» Task to complete
Return the lines below that carry the word "Wellwood".

+===+

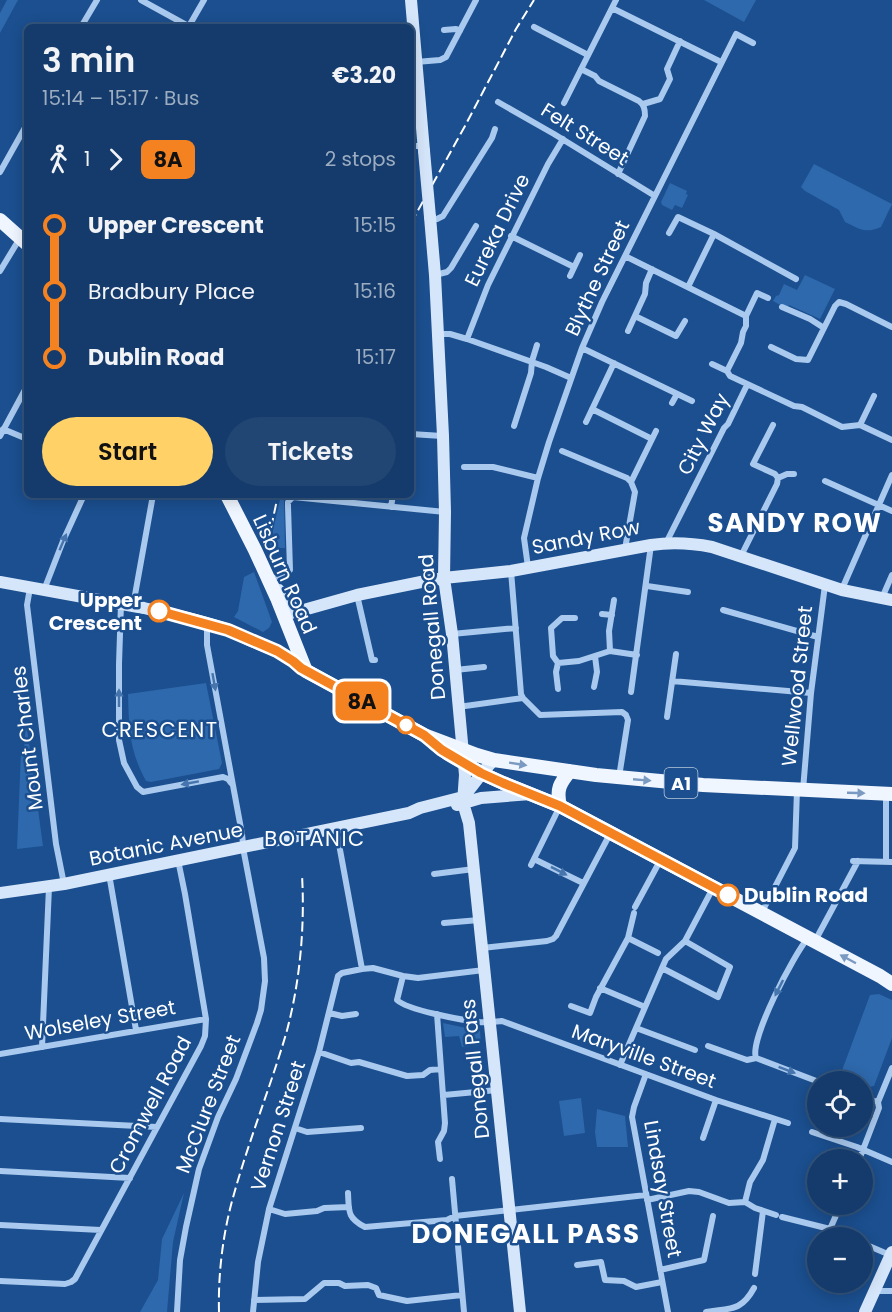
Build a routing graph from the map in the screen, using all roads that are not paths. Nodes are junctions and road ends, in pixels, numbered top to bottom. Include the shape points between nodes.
1 (97, 0) edge
2 (141, 0) edge
3 (204, 0) edge
4 (411, 0) edge
5 (476, 0) edge
6 (615, 0) edge
7 (612, 8) junction
8 (83, 24) edge
9 (186, 24) edge
10 (191, 24) edge
11 (413, 24) edge
12 (534, 27) dead end
13 (444, 30) dead end
14 (460, 31) junction
15 (414, 37) edge
16 (680, 41) junction
17 (753, 43) dead end
18 (588, 55) junction
19 (416, 62) junction
20 (721, 62) junction
21 (581, 69) junction
22 (498, 102) dead end
23 (564, 104) dead end
24 (643, 104) junction
25 (24, 129) edge
26 (495, 129) dead end
27 (563, 139) junction
28 (420, 148) edge
29 (0, 172) edge
30 (618, 174) junction
31 (654, 196) junction
32 (430, 218) junction
33 (0, 220) edge
34 (476, 226) dead end
35 (669, 234) dead end
36 (714, 234) junction
37 (511, 236) junction
38 (24, 241) edge
39 (580, 255) dead end
40 (626, 256) junction
41 (574, 267) junction
42 (652, 269) junction
43 (0, 272) edge
44 (435, 275) junction
45 (570, 276) dead end
46 (795, 279) dead end
47 (688, 287) junction
48 (768, 298) dead end
49 (782, 307) dead end
50 (635, 316) junction
51 (746, 316) junction
52 (685, 321) dead end
53 (892, 327) edge
54 (824, 328) junction
55 (628, 331) dead end
56 (439, 334) junction
57 (467, 339) junction
58 (537, 345) dead end
59 (771, 347) dead end
60 (582, 348) junction
61 (532, 361) junction
62 (614, 363) junction
63 (712, 364) dead end
64 (727, 371) junction
65 (571, 378) junction
66 (747, 385) junction
67 (24, 392) edge
68 (677, 394) junction
69 (874, 396) dead end
70 (692, 402) dead end
71 (672, 403) dead end
72 (592, 409) junction
73 (586, 422) dead end
74 (773, 424) dead end
75 (860, 425) junction
76 (514, 426) dead end
77 (656, 431) dead end
78 (2, 432) edge
79 (414, 434) edge
80 (443, 436) junction
81 (24, 438) edge
82 (652, 439) junction
83 (892, 440) edge
84 (562, 451) dead end
85 (464, 467) dead end
86 (794, 474) dead end
87 (892, 475) edge
88 (538, 478) junction
89 (778, 478) junction
90 (825, 481) dead end
91 (631, 482) junction
92 (83, 498) edge
93 (152, 498) edge
94 (228, 498) edge
95 (292, 498) edge
96 (306, 498) edge
97 (393, 498) edge
98 (879, 506) junction
99 (392, 507) junction
100 (445, 512) junction
101 (892, 512) edge
102 (666, 543) junction
103 (651, 545) junction
104 (624, 550) junction
105 (741, 556) junction
106 (528, 568) junction
107 (511, 571) junction
108 (892, 575) edge
109 (444, 578) junction
110 (269, 581) junction
111 (0, 582) edge
112 (825, 585) junction
113 (647, 586) junction
114 (30, 588) junction
115 (44, 590) junction
116 (842, 590) junction
117 (687, 592) dead end
118 (357, 595) junction
119 (887, 599) edge
120 (614, 600) dead end
121 (127, 605) junction
122 (723, 610) dead end
123 (289, 612) junction
124 (602, 614) dead end
125 (612, 615) junction
126 (575, 618) dead end
127 (207, 624) junction
128 (516, 628) junction
129 (452, 634) junction
130 (818, 637) junction
131 (610, 651) junction
132 (676, 654) dead end
133 (637, 655) junction
134 (595, 656) junction
135 (375, 660) dead end
136 (558, 663) junction
137 (484, 667) dead end
138 (303, 669) junction
139 (455, 670) junction
140 (672, 681) junction
141 (594, 687) dead end
142 (558, 689) dead end
143 (631, 692) dead end
144 (811, 693) junction
145 (523, 698) junction
146 (458, 707) junction
147 (667, 717) dead end
148 (463, 756) junction
149 (229, 767) junction
150 (487, 767) junction
151 (570, 771) junction
152 (223, 777) junction
153 (619, 778) junction
154 (233, 786) junction
155 (800, 790) junction
156 (890, 794) edge
157 (533, 795) junction
158 (481, 798) junction
159 (463, 800) junction
160 (560, 806) junction
161 (469, 822) junction
162 (336, 828) junction
163 (611, 832) junction
164 (244, 848) junction
165 (661, 859) junction
166 (178, 860) junction
167 (889, 862) edge
168 (474, 869) junction
169 (434, 873) dead end
170 (109, 874) junction
171 (64, 884) junction
172 (584, 884) junction
173 (49, 887) junction
174 (714, 888) junction
175 (0, 893) edge
176 (761, 913) junction
177 (479, 920) junction
178 (444, 924) dead end
179 (628, 938) junction
180 (812, 939) junction
181 (684, 941) junction
182 (482, 948) junction
183 (658, 953) dead end
184 (662, 968) junction
185 (362, 969) junction
186 (484, 970) junction
187 (886, 975) edge
188 (403, 976) junction
189 (892, 984) edge
190 (600, 988) junction
191 (571, 1006) dead end
192 (645, 1007) junction
193 (329, 1013) junction
194 (356, 1014) dead end
195 (437, 1014) junction
196 (206, 1019) junction
197 (490, 1022) junction
198 (636, 1028) junction
199 (136, 1030) junction
200 (708, 1046) dead end
201 (42, 1047) junction
202 (695, 1050) dead end
203 (320, 1052) junction
204 (0, 1054) edge
205 (756, 1058) junction
206 (620, 1065) junction
207 (892, 1068) edge
208 (441, 1069) junction
209 (646, 1074) junction
210 (807, 1077) edge
211 (498, 1090) junction
212 (444, 1095) junction
213 (716, 1100) junction
214 (873, 1100) edge
215 (878, 1102) junction
216 (0, 1119) edge
217 (775, 1119) junction
218 (788, 1123) dead end
219 (157, 1127) junction
220 (295, 1128) junction
221 (361, 1128) dead end
222 (826, 1137) edge
223 (703, 1138) dead end
224 (860, 1149) edge
225 (863, 1149) edge
226 (873, 1154) edge
227 (440, 1159) dead end
228 (892, 1162) edge
229 (0, 1171) edge
230 (130, 1178) junction
231 (452, 1179) dead end
232 (348, 1192) dead end
233 (646, 1197) junction
234 (745, 1202) junction
235 (349, 1207) junction
236 (269, 1209) junction
237 (509, 1210) junction
238 (763, 1211) junction
239 (455, 1216) junction
240 (713, 1216) dead end
241 (0, 1225) edge
242 (822, 1227) edge
243 (101, 1230) junction
244 (873, 1247) edge
245 (891, 1254) edge
246 (576, 1265) dead end
247 (660, 1270) junction
248 (755, 1274) dead end
249 (0, 1281) edge
250 (662, 1282) junction
251 (754, 1288) dead end
252 (874, 1291) junction
253 (892, 1291) edge
254 (462, 1295) junction
255 (254, 1300) junction
256 (177, 1312) edge
257 (253, 1312) edge
258 (464, 1312) edge
259 (520, 1312) edge
260 (668, 1312) edge
261 (706, 1312) edge
262 (865, 1312) edge

1 - 8 street
2 - 9 street
3 - 10 street
4 - 11 street, Donegall Road
5 - 14 street
6 - 7 street
7 - 16 street
7 - 18 street
12 - 18 street
13 - 14 street
14 - 19 street via 443,59
15 - 19 street, Donegall Road
16 - 20 street
16 - 24 street via 667,69 670,79 660,99
17 - 20 street, Blythe Street via 736,34
18 - 21 street
19 - 28 street, Donegall Road
20 - 31 street, Blythe Street
21 - 23 street
21 - 24 street
22 - 27 street, Felt Street
24 - 30 street via 645,116
25 - 29 street
26 - 32 street via 443,216
27 - 30 street, Felt Street
27 - 37 street, Eureka Drive
28 - 32 street, Donegall Road, bridge
30 - 31 street, Felt Street
31 - 40 street, Blythe Street
32 - 44 street, Donegall Road
33 - 38 main road
34 - 44 street via 451,268
35 - 36 street via 678,217
36 - 46 street
36 - 47 street
37 - 41 street
37 - 57 street, Eureka Drive
38 - 43 street
39 - 41 street
40 - 42 street
40 - 60 street, Blythe Street
41 - 45 street
42 - 47 street
42 - 50 street
44 - 56 street, Donegall Road
47 - 51 street
48 - 51 street, City Way via 757,293
49 - 54 street
50 - 52 street via 676,336
50 - 55 street
51 - 64 street, City Way via 741,343
53 - 54 street via 841,302 836,304
54 - 59 street via 808,360 796,360
56 - 57 street
56 - 80 street, Donegall Road
57 - 61 street
58 - 61 street
60 - 62 street
60 - 65 street, Blythe Street
61 - 65 street
61 - 76 street
62 - 68 street
62 - 72 street
63 - 64 street
64 - 66 street, City Way
65 - 88 street, Blythe Street
66 - 75 street via 842,427
66 - 102 street, City Way
67 - 78 street
68 - 70 street
68 - 71 street
69 - 75 street
72 - 73 street
72 - 82 street
74 - 89 street via 753,464
75 - 83 street
77 - 82 street
78 - 81 street
79 - 80 street
80 - 100 street, Donegall Road
82 - 91 street
84 - 91 street
85 - 88 street via 493,467
86 - 89 street
87 - 98 street
88 - 106 street, Blythe Street via 524,538
89 - 105 street
90 - 98 street
91 - 104 street via 635,492
115 -> 92 street
93 - 121 street
94 - 110 main road, Lisburn Road
95 - 110 street via 288,502 290,570
96 - 99 street
97 - 99 street
98 - 101 street
98 - 116 street
99 - 100 street
100 - 109 street, Donegall Road
102 - 103 street, Sandy Row
102 - 105 street, Sandy Row via 692,544
103 - 104 street, Sandy Row
103 - 113 street
104 - 106 street, Sandy Row
105 - 112 street, Sandy Row
106 - 107 street, Sandy Row
107 - 109 street, Sandy Row
107 - 128 street
108 - 119 street
109 - 118 street, Sandy Row
109 - 129 street, Donegall Road
110 - 123 main road, Lisburn Road
111 - 114 street
112 - 116 street, Sandy Row
112 - 130 street, Wellwood Street
113 - 117 street
113 - 133 street
114 - 115 street
114 - 171 street, Mount Charles via 27,605
115 - 121 street
116 - 119 street, Sandy Row
118 - 123 street, Sandy Row
118 - 135 street
120 - 125 street
121 - 127 street
152 -> 121 street via 143,792 137,787 124,763 119,740 119,664
122 - 130 street
123 - 138 main road, Lisburn Road
124 - 125 street
125 - 131 street
126 - 136 street via 562,618 551,628 553,656
127 - 138 street via 254,642 291,666
127 -> 149 street, McClure Street via 207,645
128 - 129 street
128 - 145 street
129 - 139 street, Donegall Road
130 - 144 street, Wellwood Street
131 - 133 street
131 - 134 street
132 - 140 street
133 - 143 street
134 - 136 street
134 - 141 street
136 - 142 street
137 - 139 street
138 - 148 main road, A1
139 - 146 street, Donegall Road
140 - 144 street
140 - 147 street
144 - 155 street, Wellwood Street
145 - 146 street
145 - 153 street via 540,715 626,715
146 - 148 street, Donegall Road
148 - 150 main road, A1 via 477,755
148 - 159 street, Donegall Road
149 - 152 street
149 - 154 street, McClure Street
150 -> 151 main road, A1
150 - 157 main road, A1
150 - 159 street
151 - 153 main road, A1
151 - 160 main road via 559,790
152 - 154 street
153 -> 155 main road, A1
154 - 164 street, McClure Street
155 -> 156 main road, A1
155 - 176 street, Wellwood Street via 795,848
156 - 167 street
157 - 158 street, Botanic Avenue
157 - 160 main road, A1
158 - 159 street, Botanic Avenue
158 - 161 street
159 - 161 street, Donegall Pass
159 - 162 street, Botanic Avenue via 446,809
160 - 163 main road, A1
160 -> 172 street via 532,861
161 - 168 street, Donegall Pass
162 - 164 street, Botanic Avenue
162 - 185 street
163 - 165 main road, A1
163 - 172 street
164 - 166 street, Botanic Avenue
164 - 256 street, McClure Street via 264,958 261,1010 199,1169 180,1260
165 - 174 main road, A1
165 - 179 street via 634,910
166 - 170 street, Botanic Avenue
166 - 196 street, Cromwell Road
167 - 180 street via 856,861
168 - 169 street
168 - 177 street, Donegall Pass
170 - 171 street, Botanic Avenue
170 - 199 street
171 - 173 street, Botanic Avenue
172 - 182 street via 553,939
173 - 175 street, Botanic Avenue
173 - 201 street
174 - 176 main road, A1
174 - 181 street
176 - 180 main road, A1
177 - 178 street
177 - 182 street, Donegall Pass
179 - 183 street
179 - 190 street
187 -> 180 main road, A1
180 -> 205 street via 797,955 767,1014 754,1053
181 - 184 street
181 - 184 street via 730,967 718,997
182 - 186 street, Donegall Pass
184 - 192 street
185 - 188 street
185 - 193 street, Vernon Street via 338,976
186 - 188 street via 418,978
186 - 197 street, Donegall Pass
187 - 189 main road, A1
188 - 195 street, Maryville Street via 397,1000
190 - 191 street via 590,1013
190 - 192 street
192 - 198 street
193 - 194 street
193 - 203 street, Vernon Street
195 - 197 street, Maryville Street
195 - 208 street
196 - 199 street, Wolseley Street
196 - 219 street, Cromwell Road via 201,1046
197 - 206 street, Maryville Street via 502,1021
197 - 211 street, Donegall Pass
198 - 202 street
198 - 206 street
199 - 201 street, Wolseley Street
200 - 205 street via 747,1060
201 - 204 street, Wolseley Street
203 - 208 street via 407,1076
203 - 220 street, Vernon Street
205 -> 210 street
206 - 209 street, Maryville Street
207 - 215 street
208 - 212 street
209 - 213 street, Maryville Street
209 - 233 street, Lindsay Street via 632,1117
211 - 212 street
211 - 237 street, Donegall Pass
212 - 227 street via 444,1131 438,1142
213 - 217 street, Maryville Street
213 - 223 street
214 - 215 street
215 - 225 street
216 - 219 street
217 - 218 street, Maryville Street
217 - 234 street
219 - 230 street, Cromwell Road
220 - 221 street via 307,1132
220 - 236 street, Vernon Street
222 - 224 street
226 - 228 street
229 - 230 street
230 - 243 street, Cromwell Road
231 - 239 street
232 - 235 street
233 - 234 street via 688,1191 729,1203
233 - 237 street
233 - 247 street, Lindsay Street
234 - 238 street
235 - 236 street via 285,1214
235 - 239 street via 354,1222 365,1227
236 - 255 street, Vernon Street
237 - 239 street
237 - 259 street, Donegall Pass
238 - 242 street
238 - 248 street
239 - 254 street
240 - 247 street via 704,1260
241 - 243 street
243 - 249 street, Cromwell Road via 71,1282
244 - 245 street
245 - 252 street
246 - 250 street via 601,1262 605,1280 624,1281 636,1287
247 - 250 street, Lindsay Street
250 - 260 street, Lindsay Street
251 - 261 street via 748,1299 735,1308
252 - 253 street
252 - 262 street
254 - 255 street via 408,1301 379,1295 376,1288 368,1285 324,1283 305,1299
254 - 258 street
255 - 257 street, Vernon Street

+===+

» The completed task
112 - 130 street, Wellwood Street
130 - 144 street, Wellwood Street
144 - 155 street, Wellwood Street
155 - 176 street, Wellwood Street via 795,848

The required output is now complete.